魔法の鏡で、非日常空間へ誘われて。横浜の会員制スイーツバー「Constellation.」

「Constellation.」があるのは、横浜・日本大通り、会員だけが知っている雑居ビルの2階。階段を上がると、サイケデリックな光を放つ魔法の鏡が。鏡の横にある隠し扉を開き、バー空間へとつながる暗い廊下を歩きます。まるで秘密基地に入りこんでしまったような、ワクワク感と少しの不安。

バーの扉を開くと、そこはまるで幻想世界。鮮やかなライト、多種多様なお酒のボトル、そしてキラキラ光る星座が瞬くような壁。選ばれた者、知っている者だけが辿り着ける、スペシャルなお店にふさわしい演出です。

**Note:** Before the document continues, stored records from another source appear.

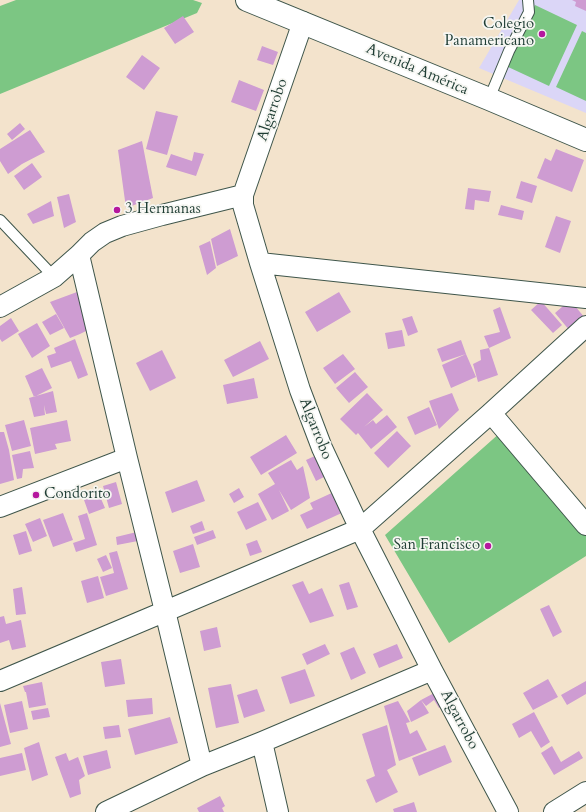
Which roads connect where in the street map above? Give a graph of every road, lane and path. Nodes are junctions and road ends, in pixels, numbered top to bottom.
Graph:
1 (247, 0) edge
2 (528, 0) edge
3 (302, 22) junction
4 (489, 99) junction
5 (586, 140) edge
6 (243, 195) junction
7 (0, 220) edge
8 (79, 255) junction
9 (260, 263) junction
10 (54, 277) junction
11 (586, 298) edge
12 (0, 307) edge
13 (586, 326) edge
14 (491, 413) junction
15 (127, 458) junction
16 (0, 507) edge
17 (586, 525) edge
18 (360, 529) junction
19 (165, 611) junction
20 (432, 670) junction
21 (0, 681) edge
22 (262, 742) junction
23 (202, 766) junction
24 (586, 792) edge
25 (113, 811) edge
26 (278, 812) edge
27 (508, 812) edge
28 (554, 812) edge

1 - 3 main road, Avenida América
2 - 4 lane
3 - 4 main road, Avenida América
3 - 6 street, Algarrobo
4 - 5 main road, Avenida América
6 - 8 street
6 - 9 street, Algarrobo
7 - 10 lane
8 - 10 street
8 - 15 street
9 - 11 street
9 - 18 street, Algarrobo
10 - 12 street
13 - 14 street
14 - 17 street
14 - 18 street
15 - 16 street
15 - 19 street
18 - 19 street
18 - 20 street, Algarrobo
19 - 21 street
19 - 23 street
20 - 22 street
20 - 27 street, Algarrobo
22 - 23 street
22 - 26 street
23 - 25 street
24 - 28 street

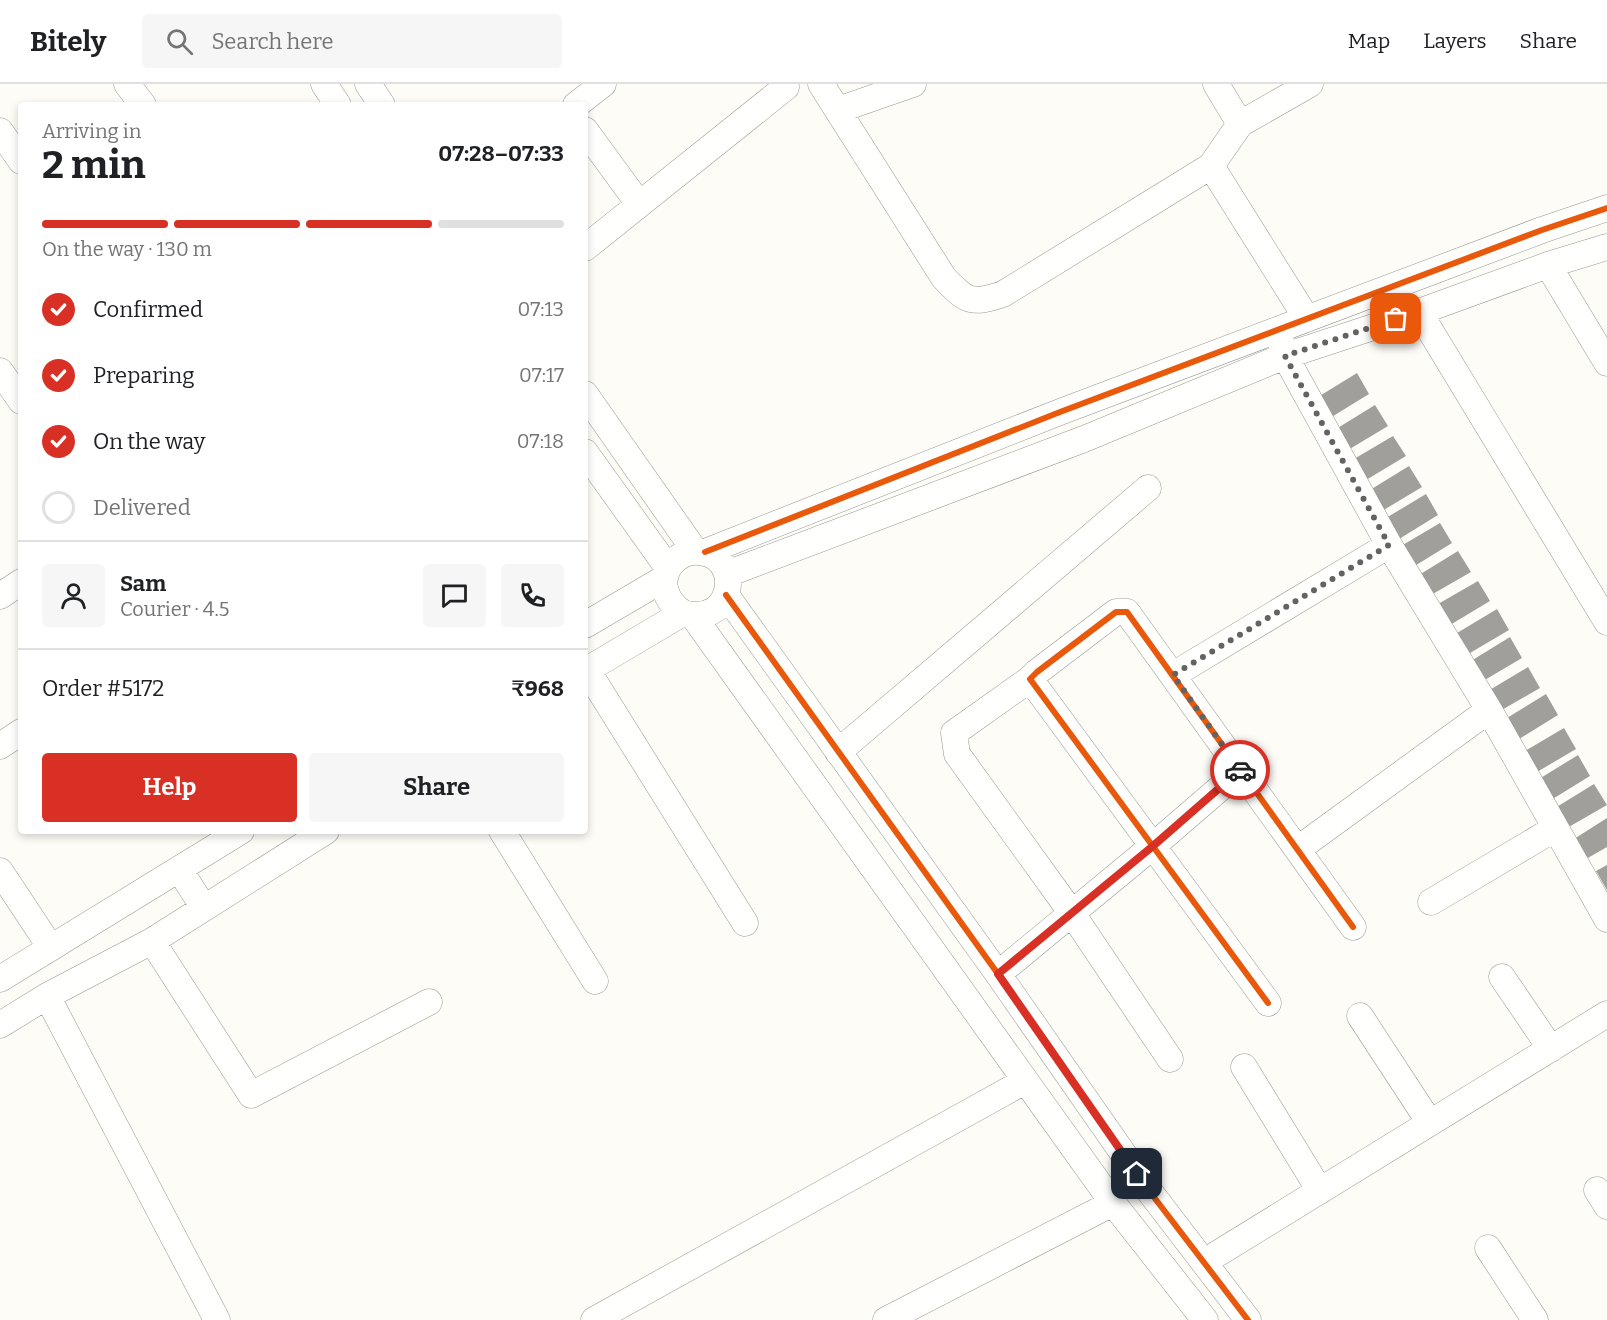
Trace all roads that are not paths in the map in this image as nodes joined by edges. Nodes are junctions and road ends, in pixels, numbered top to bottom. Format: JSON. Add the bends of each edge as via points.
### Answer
{"nodes":[{"id":1,"x":127,"y":84,"type":"edge"},
{"id":2,"x":324,"y":84,"type":"edge"},
{"id":3,"x":368,"y":84,"type":"edge"},
{"id":4,"x":603,"y":84,"type":"edge"},
{"id":5,"x":821,"y":84,"type":"edge"},
{"id":6,"x":913,"y":84,"type":"edge"},
{"id":7,"x":1216,"y":84,"type":"edge"},
{"id":8,"x":1310,"y":84,"type":"edge"},
{"id":9,"x":786,"y":87,"type":"dead end"},
{"id":10,"x":141,"y":102,"type":"edge"},
{"id":11,"x":336,"y":102,"type":"edge"},
{"id":12,"x":380,"y":102,"type":"edge"},
{"id":13,"x":580,"y":102,"type":"edge"},
{"id":14,"x":838,"y":110,"type":"junction"},
{"id":15,"x":1240,"y":124,"type":"junction"},
{"id":16,"x":0,"y":131,"type":"edge"},
{"id":17,"x":588,"y":134,"type":"edge"},
{"id":18,"x":18,"y":156,"type":"edge"},
{"id":19,"x":1211,"y":166,"type":"junction"},
{"id":20,"x":639,"y":204,"type":"junction"},
{"id":21,"x":1607,"y":208,"type":"edge"},
{"id":22,"x":588,"y":246,"type":"edge"},
{"id":23,"x":1607,"y":247,"type":"edge"},
{"id":24,"x":1548,"y":266,"type":"junction"},
{"id":25,"x":1419,"y":312,"type":"junction"},
{"id":26,"x":1307,"y":319,"type":"junction"},
{"id":27,"x":1276,"y":331,"type":"junction"},
{"id":28,"x":1285,"y":356,"type":"junction"},
{"id":29,"x":1607,"y":363,"type":"edge"},
{"id":30,"x":0,"y":371,"type":"edge"},
{"id":31,"x":588,"y":398,"type":"edge"},
{"id":32,"x":15,"y":401,"type":"edge"},
{"id":33,"x":588,"y":456,"type":"edge"},
{"id":34,"x":1148,"y":488,"type":"dead end"},
{"id":35,"x":1389,"y":545,"type":"junction"},
{"id":36,"x":700,"y":552,"type":"junction"},
{"id":37,"x":667,"y":573,"type":"junction"},
{"id":38,"x":18,"y":584,"type":"edge"},
{"id":39,"x":727,"y":585,"type":"junction"},
{"id":40,"x":0,"y":596,"type":"edge"},
{"id":41,"x":688,"y":614,"type":"junction"},
{"id":42,"x":1607,"y":622,"type":"edge"},
{"id":43,"x":588,"y":623,"type":"edge"},
{"id":44,"x":588,"y":670,"type":"edge"},
{"id":45,"x":588,"y":674,"type":"edge"},
{"id":46,"x":1173,"y":675,"type":"junction"},
{"id":47,"x":1030,"y":679,"type":"junction"},
{"id":48,"x":1489,"y":710,"type":"junction"},
{"id":49,"x":18,"y":734,"type":"edge"},
{"id":50,"x":0,"y":746,"type":"edge"},
{"id":51,"x":838,"y":752,"type":"junction"},
{"id":52,"x":1241,"y":770,"type":"junction"},
{"id":53,"x":1554,"y":829,"type":"junction"},
{"id":54,"x":237,"y":834,"type":"edge"},
{"id":55,"x":321,"y":834,"type":"edge"},
{"id":56,"x":504,"y":834,"type":"edge"},
{"id":57,"x":1153,"y":846,"type":"junction"},
{"id":58,"x":1298,"y":849,"type":"junction"},
{"id":59,"x":179,"y":869,"type":"junction"},
{"id":60,"x":0,"y":871,"type":"edge"},
{"id":61,"x":1431,"y":902,"type":"dead end"},
{"id":62,"x":204,"y":908,"type":"junction"},
{"id":63,"x":1071,"y":912,"type":"junction"},
{"id":64,"x":1607,"y":919,"type":"edge"},
{"id":65,"x":745,"y":923,"type":"dead end"},
{"id":66,"x":1353,"y":927,"type":"dead end"},
{"id":67,"x":152,"y":941,"type":"junction"},
{"id":68,"x":51,"y":948,"type":"junction"},
{"id":69,"x":998,"y":974,"type":"junction"},
{"id":70,"x":1502,"y":977,"type":"dead end"},
{"id":71,"x":0,"y":979,"type":"edge"},
{"id":72,"x":595,"y":981,"type":"dead end"},
{"id":73,"x":47,"y":996,"type":"junction"},
{"id":74,"x":429,"y":1002,"type":"dead end"},
{"id":75,"x":1269,"y":1004,"type":"dead end"},
{"id":76,"x":1607,"y":1014,"type":"edge"},
{"id":77,"x":1359,"y":1016,"type":"dead end"},
{"id":78,"x":0,"y":1025,"type":"edge"},
{"id":79,"x":1551,"y":1048,"type":"junction"},
{"id":80,"x":1170,"y":1059,"type":"dead end"},
{"id":81,"x":1245,"y":1067,"type":"dead end"},
{"id":82,"x":1025,"y":1081,"type":"junction"},
{"id":83,"x":1430,"y":1123,"type":"junction"},
{"id":84,"x":1320,"y":1191,"type":"junction"},
{"id":85,"x":1113,"y":1203,"type":"junction"},
{"id":86,"x":1488,"y":1248,"type":"dead end"},
{"id":87,"x":1204,"y":1262,"type":"junction"},
{"id":88,"x":217,"y":1320,"type":"edge"},
{"id":89,"x":594,"y":1320,"type":"edge"},
{"id":90,"x":886,"y":1320,"type":"edge"},
{"id":91,"x":1204,"y":1320,"type":"edge"},
{"id":92,"x":1248,"y":1320,"type":"edge"},
{"id":93,"x":1535,"y":1320,"type":"edge"}],
"edges":[{"from":1,"to":10,"type":"street"},
{"from":2,"to":11,"type":"street"},
{"from":3,"to":12,"type":"street"},
{"from":4,"to":13,"type":"street"},
{"from":5,"to":14,"type":"street"},
{"from":6,"to":14,"type":"street"},
{"from":7,"to":15,"type":"street"},
{"from":8,"to":15,"type":"street"},
{"from":9,"to":20,"type":"street"},
{"from":14,"to":19,"type":"street","via":[[944,278],[962,296],[981,301],[1003,294]]},
{"from":15,"to":19,"type":"street"},
{"from":16,"to":18,"type":"street"},
{"from":17,"to":20,"type":"street"},
{"from":19,"to":26,"type":"street"},
{"from":20,"to":22,"type":"street"},
{"from":21,"to":26,"type":"street"},
{"from":23,"to":24,"type":"street"},
{"from":24,"to":25,"type":"street"},
{"from":24,"to":29,"type":"street"},
{"from":25,"to":28,"type":"street"},
{"from":25,"to":42,"type":"street"},
{"from":26,"to":27,"type":"street"},
{"from":27,"to":28,"type":"street"},
{"from":27,"to":36,"type":"street"},
{"from":28,"to":35,"type":"street"},
{"from":28,"to":39,"type":"street"},
{"from":30,"to":32,"type":"street"},
{"from":31,"to":36,"type":"street"},
{"from":33,"to":37,"type":"street"},
{"from":34,"to":51,"type":"street"},
{"from":35,"to":46,"type":"street"},
{"from":35,"to":48,"type":"street"},
{"from":36,"to":37,"type":"street","via":[[684,554]]},
{"from":36,"to":39,"type":"street","via":[[715,557],[723,565]]},
{"from":37,"to":41,"type":"street","via":[[664,588],[668,598],[674,607]]},
{"from":37,"to":43,"type":"street"},
{"from":38,"to":40,"type":"street"},
{"from":39,"to":41,"type":"street","via":[[713,611]]},
{"from":39,"to":51,"type":"street"},
{"from":41,"to":44,"type":"street"},
{"from":41,"to":82,"type":"street"},
{"from":45,"to":65,"type":"street"},
{"from":46,"to":47,"type":"street","via":[[1127,612],[1116,612]]},
{"from":46,"to":52,"type":"street"},
{"from":47,"to":57,"type":"street"},
{"from":47,"to":63,"type":"street","via":[[954,734],[957,754]]},
{"from":48,"to":53,"type":"street"},
{"from":48,"to":58,"type":"street"},
{"from":49,"to":50,"type":"street"},
{"from":51,"to":69,"type":"street"},
{"from":52,"to":57,"type":"street"},
{"from":52,"to":58,"type":"street"},
{"from":53,"to":61,"type":"street"},
{"from":53,"to":64,"type":"street"},
{"from":54,"to":59,"type":"street"},
{"from":55,"to":62,"type":"street"},
{"from":56,"to":72,"type":"street"},
{"from":57,"to":63,"type":"street"},
{"from":57,"to":75,"type":"street"},
{"from":58,"to":66,"type":"street"},
{"from":59,"to":62,"type":"street"},
{"from":59,"to":68,"type":"street"},
{"from":60,"to":68,"type":"street"},
{"from":62,"to":67,"type":"street"},
{"from":63,"to":69,"type":"street"},
{"from":63,"to":80,"type":"street"},
{"from":67,"to":73,"type":"street"},
{"from":67,"to":74,"type":"street","via":[[251,1095]]},
{"from":68,"to":71,"type":"street"},
{"from":69,"to":87,"type":"street","via":[[1150,1192]]},
{"from":70,"to":79,"type":"street"},
{"from":73,"to":78,"type":"street"},
{"from":73,"to":88,"type":"street"},
{"from":76,"to":79,"type":"street"},
{"from":77,"to":83,"type":"street"},
{"from":79,"to":83,"type":"street"},
{"from":81,"to":84,"type":"street"},
{"from":82,"to":85,"type":"street"},
{"from":82,"to":89,"type":"street"},
{"from":83,"to":84,"type":"street"},
{"from":84,"to":87,"type":"street"},
{"from":85,"to":90,"type":"street"},
{"from":85,"to":91,"type":"street"},
{"from":86,"to":93,"type":"street"},
{"from":87,"to":92,"type":"street"}]}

お店はカウンター席がメインで、デートや女子会にぴったりのムーディな個室も。カウンターでは、バーテンダーやパティシエたちが創り出すメニューを臨場感たっぷりに見ることができます。

「Constellation.」で味わえる、季節のパフェとスイーツコースについては、ぜひ前回の連載記事へ。オーナーパティシエである、小北シェフに早速お話を聞いていきます。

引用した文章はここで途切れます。